I read a really great white paper on Thursday on this issue from a couple guys at Princeton University, J. Alex Halderman and Edward W. Felten. Excellent work. They seriously tore apart this stuff, and they know what they're talking about. I found it with a Google search, but it was on copyright.gov, and don't ask me what it was doing there. I found a link to it on Wikipedia that was hosted at Princeton: here. And here is the original link I found.

The story goes that Mark Russovich first discovered this, or at least was the first to make it public, when RootkitRevealer turned up evidence of a rootkit. He eventually tracked it back to a protection technology on CD's, which reminded him of a CD he had recently bought that was copy-protected.

If you do accept the license agreement on the program that autoruns, something called active protection software will installed on your system, and a rootkit installed to attempt prevention of defeating the system. The whitepaper goes into detail in this, but it is very well written and clearly worded, so worry not. And, back to the CD, what also autoruns when you insert the CD (of course assuming AutoRun is enabled) is a executable named go.exe (though I have not been able to detect it so far) which is passive protection software.
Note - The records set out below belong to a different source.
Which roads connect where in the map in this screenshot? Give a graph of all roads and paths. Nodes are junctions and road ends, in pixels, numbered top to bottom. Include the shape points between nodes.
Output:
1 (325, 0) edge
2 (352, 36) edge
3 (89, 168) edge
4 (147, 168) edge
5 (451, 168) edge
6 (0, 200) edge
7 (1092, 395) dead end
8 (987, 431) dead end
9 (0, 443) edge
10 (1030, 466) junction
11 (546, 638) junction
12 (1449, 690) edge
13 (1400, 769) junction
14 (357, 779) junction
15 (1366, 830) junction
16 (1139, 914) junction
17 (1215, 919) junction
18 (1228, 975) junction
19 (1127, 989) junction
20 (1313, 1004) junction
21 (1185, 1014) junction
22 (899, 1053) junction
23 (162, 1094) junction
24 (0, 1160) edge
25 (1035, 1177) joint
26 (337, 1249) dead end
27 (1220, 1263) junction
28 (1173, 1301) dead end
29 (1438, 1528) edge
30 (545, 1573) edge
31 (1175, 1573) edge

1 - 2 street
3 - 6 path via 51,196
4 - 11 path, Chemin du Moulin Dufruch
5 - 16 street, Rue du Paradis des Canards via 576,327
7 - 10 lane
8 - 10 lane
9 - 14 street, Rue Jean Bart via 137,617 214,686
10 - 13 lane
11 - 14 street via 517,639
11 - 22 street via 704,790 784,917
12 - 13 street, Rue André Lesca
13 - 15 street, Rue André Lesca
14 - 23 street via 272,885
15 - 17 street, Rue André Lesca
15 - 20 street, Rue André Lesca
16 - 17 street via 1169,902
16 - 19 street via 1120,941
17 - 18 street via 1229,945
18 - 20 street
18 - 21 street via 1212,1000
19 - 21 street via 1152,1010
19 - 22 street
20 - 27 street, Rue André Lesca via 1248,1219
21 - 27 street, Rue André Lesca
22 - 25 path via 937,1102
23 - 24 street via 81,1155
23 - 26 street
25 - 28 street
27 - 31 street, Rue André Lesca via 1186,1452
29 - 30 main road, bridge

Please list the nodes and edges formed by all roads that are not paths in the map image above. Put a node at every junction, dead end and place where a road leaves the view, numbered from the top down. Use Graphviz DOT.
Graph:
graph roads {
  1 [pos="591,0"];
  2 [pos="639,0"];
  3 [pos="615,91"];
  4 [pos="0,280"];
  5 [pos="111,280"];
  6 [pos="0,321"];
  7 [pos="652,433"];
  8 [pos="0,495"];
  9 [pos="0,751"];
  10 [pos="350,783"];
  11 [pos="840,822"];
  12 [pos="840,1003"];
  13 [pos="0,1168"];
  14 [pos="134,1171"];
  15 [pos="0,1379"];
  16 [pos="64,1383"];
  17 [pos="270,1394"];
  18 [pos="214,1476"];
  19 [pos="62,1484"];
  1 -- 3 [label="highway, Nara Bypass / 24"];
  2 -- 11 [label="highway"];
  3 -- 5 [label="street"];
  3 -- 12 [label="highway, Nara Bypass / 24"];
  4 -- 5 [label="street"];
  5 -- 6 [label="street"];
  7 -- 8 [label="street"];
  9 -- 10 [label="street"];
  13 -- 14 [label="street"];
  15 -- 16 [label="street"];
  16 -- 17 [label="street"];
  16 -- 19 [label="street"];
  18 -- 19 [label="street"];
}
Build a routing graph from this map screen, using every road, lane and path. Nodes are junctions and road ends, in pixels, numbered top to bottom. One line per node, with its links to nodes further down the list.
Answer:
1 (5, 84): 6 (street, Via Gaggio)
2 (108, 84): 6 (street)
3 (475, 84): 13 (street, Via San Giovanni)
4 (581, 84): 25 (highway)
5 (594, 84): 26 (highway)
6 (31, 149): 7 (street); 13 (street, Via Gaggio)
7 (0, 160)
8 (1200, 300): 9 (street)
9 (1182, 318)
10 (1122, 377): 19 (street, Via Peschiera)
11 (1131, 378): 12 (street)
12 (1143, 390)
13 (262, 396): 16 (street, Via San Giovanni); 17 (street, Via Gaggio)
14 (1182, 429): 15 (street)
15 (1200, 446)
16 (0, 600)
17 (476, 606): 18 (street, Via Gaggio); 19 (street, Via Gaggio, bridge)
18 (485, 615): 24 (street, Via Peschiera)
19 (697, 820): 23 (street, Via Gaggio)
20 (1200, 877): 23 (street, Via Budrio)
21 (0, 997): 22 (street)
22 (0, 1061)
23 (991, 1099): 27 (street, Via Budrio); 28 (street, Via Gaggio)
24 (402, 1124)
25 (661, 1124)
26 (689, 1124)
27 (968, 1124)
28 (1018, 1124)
Since Microsoft added this rootkit to their definitions in the Windows Malicious Software Removal Tool, and I downloaded the September version, and it supposedly runs automatically after downloading, the rootkit should be taken care of. And, assuming everything is the same as mentioned in the whitepaper, it seems to be upon testing. What I did was to prefix the name of a text file with "$sys$" (no quotes). If the rootkit was in effect, that file should have disappeared, as mentioned by Mark Russovich in his blog post. And it didn't. Hmmm. But, much to my chagrin, the rogue drivers that the active protection software put on my system seem to still be in effect, though I cannot find them. Arg. I ran a Symantec tool that would take care of the rootkit, but the tool didn't find it, which confirmed that it wasn't there. The drivers still seem to be having the scrambled-audio effect on protected discs. Or at least this one.

One idea that I have is that I could have a new version of XCP. That would be extremely uncool.

Also something I read; there is evidence that the makers of XCP stole parts of open-source software and illegally put it in the XCP software.

So, this is really getting to be a nasty business. I'll make at least one more post on this.


Matthew said...

You have way too much time on your hands.

J/K =p

Seriously though, you have a typo in your post. On the last word of the second line, that should be they're instead of their.